Interview: Ignasi Fàbregues Barceló - A Life Shaped by Currents from the Ebro River to the Olympics

Ignasi is passionate about ultra-endurance events: triathlon (Ironman), cycling, and ultra trail races. He still has one personal challenge pending, and that is completing the UltraEbre swim marathon. Ignasi grew up understanding sport not as spectacle, but as a way of life.

Over fifteen years later, that same understanding guides him as the CEO of the National Olympic Committee of Iraq, where he leads federations, athletes, and sporting institutions toward transformation and possibility.

He never set out to become a sports executive. He began as an athlete. One of the young competitors at a high-performance centre, the CTE Terres de l'Ebre in the region of Amposta, Catalonia. He would eventually become managing director of the center.

Those early years taught him resilience, discipline, and the quiet consistency required for a demanding career.

Today, those lessons remain the foundation of his leadership. Strategic decisions, even at the highest level.

The River That Started It All

His story cannot be separated from Amposta in Catalonia, Spain, nor from the Ebro River cutting across its landscape. He was working as a sports Director when the UltraEbre swim marathon was born. It was an idea that grew into a gathering, then into a tradition. He watched the event transform the region, stitching together athletes, spectators, families, and local businesses in a shared celebration of nature and endurance.

For him, UltraEbre has always been more than a marathon swimming race. It is a reminder that a community becomes stronger when people move together, toward something meaningful. It brings visibility, pride, and tourism to the area he still considers home. And although he has yet to swim its full distance, the challenge remains present.

Leadership Beyond Medals

In Iraq, Ignasi has witnessed how sport can rebuild communities, confidence, and hope. Working alongside athletes and federations, he has seen cooperation turn into progress, and progress into pride. What moves him most is not victory itself, but the collective effort behind it and the willingness to believe in something larger than oneself. He knows leadership is not measured solely by podiums or results. Success, to him, is structural change.

Education as an Anchor

Even during his athletic years, Ignasi never viewed sport as a single, all-consuming path. He believes deeply in the union of physical and intellectual development. Athletes who study, reflect, and question become more adaptable, more resilient, and more capable of building a life beyond competition.

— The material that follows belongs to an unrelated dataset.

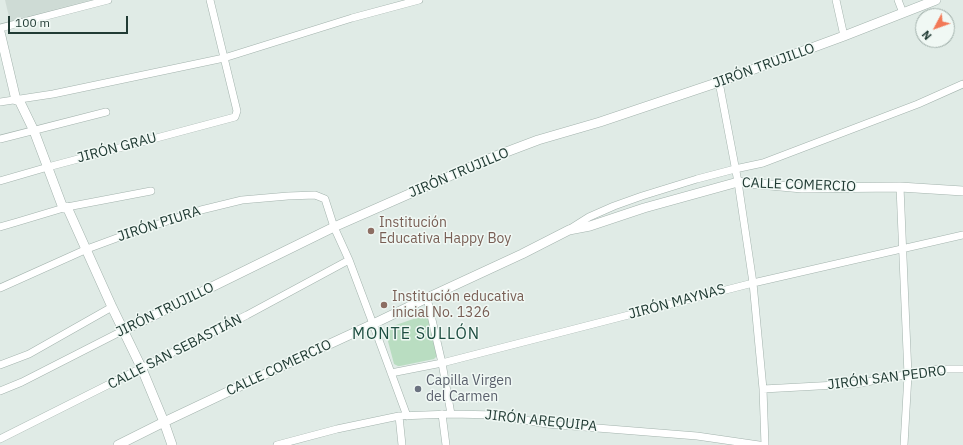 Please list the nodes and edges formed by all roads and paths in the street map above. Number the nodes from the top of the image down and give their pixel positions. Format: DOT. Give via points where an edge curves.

He often speaks of gratitude for his family and parents that encouraged him to pursue academics, and for the guidance that kept him from short-term decisions with long-term consequences. Education, he believes, is not a backup plan but the foundation on which sporting dreams, and lives, are built.

A Vision for the Future of Olympism

In Amposta, together with my team, we were able to transform the city into a benchmark for sports and sports tourism through strategic planning, efficient management, and the optimization of facilities that became a national model.

Now, in Iraq, I apply those same principles on a much larger scale, adapting them to more complex contexts and promoting collaboration among multiple stakeholders. The goal remains the same: to strengthen the Olympic movement and create a positive impact for both athletes and communities, demonstrating that slight changes in processes can lead to significant transformations in society.

My vision is long-term, and I strive to ensure that medals are not the only indicators of success. Achieving structural and procedural changes that enable sustainable development in the country, while promoting grassroots sport, gender equality and equal opportunities, and professionalization in sports management, would be a true accomplishment.

What Endurance Really Means

For me, the vision of the Olympic movement can be summed up in one phrase: Inspire through sport to build fairer societies. I hope that, in the next decade, young athletes see Olympism not only as an opportunity to compete, but also as a path for personal growth, collaboration, and universal values that will accompany them throughout their lives.

It is especially necessary in a society that is becoming increasingly sedentary, where sport can promote healthy habits, inclusion, and well-being. Sport should be used as a global tool for development, peace, and inclusion. It is true that the focus on these objectives is becoming clearer, and society is increasingly embracing them.

Sport is a true companion for life: it accompanies us through different stages, in different ways, but it is always there, pushing us to be better. I believe in its transformative power.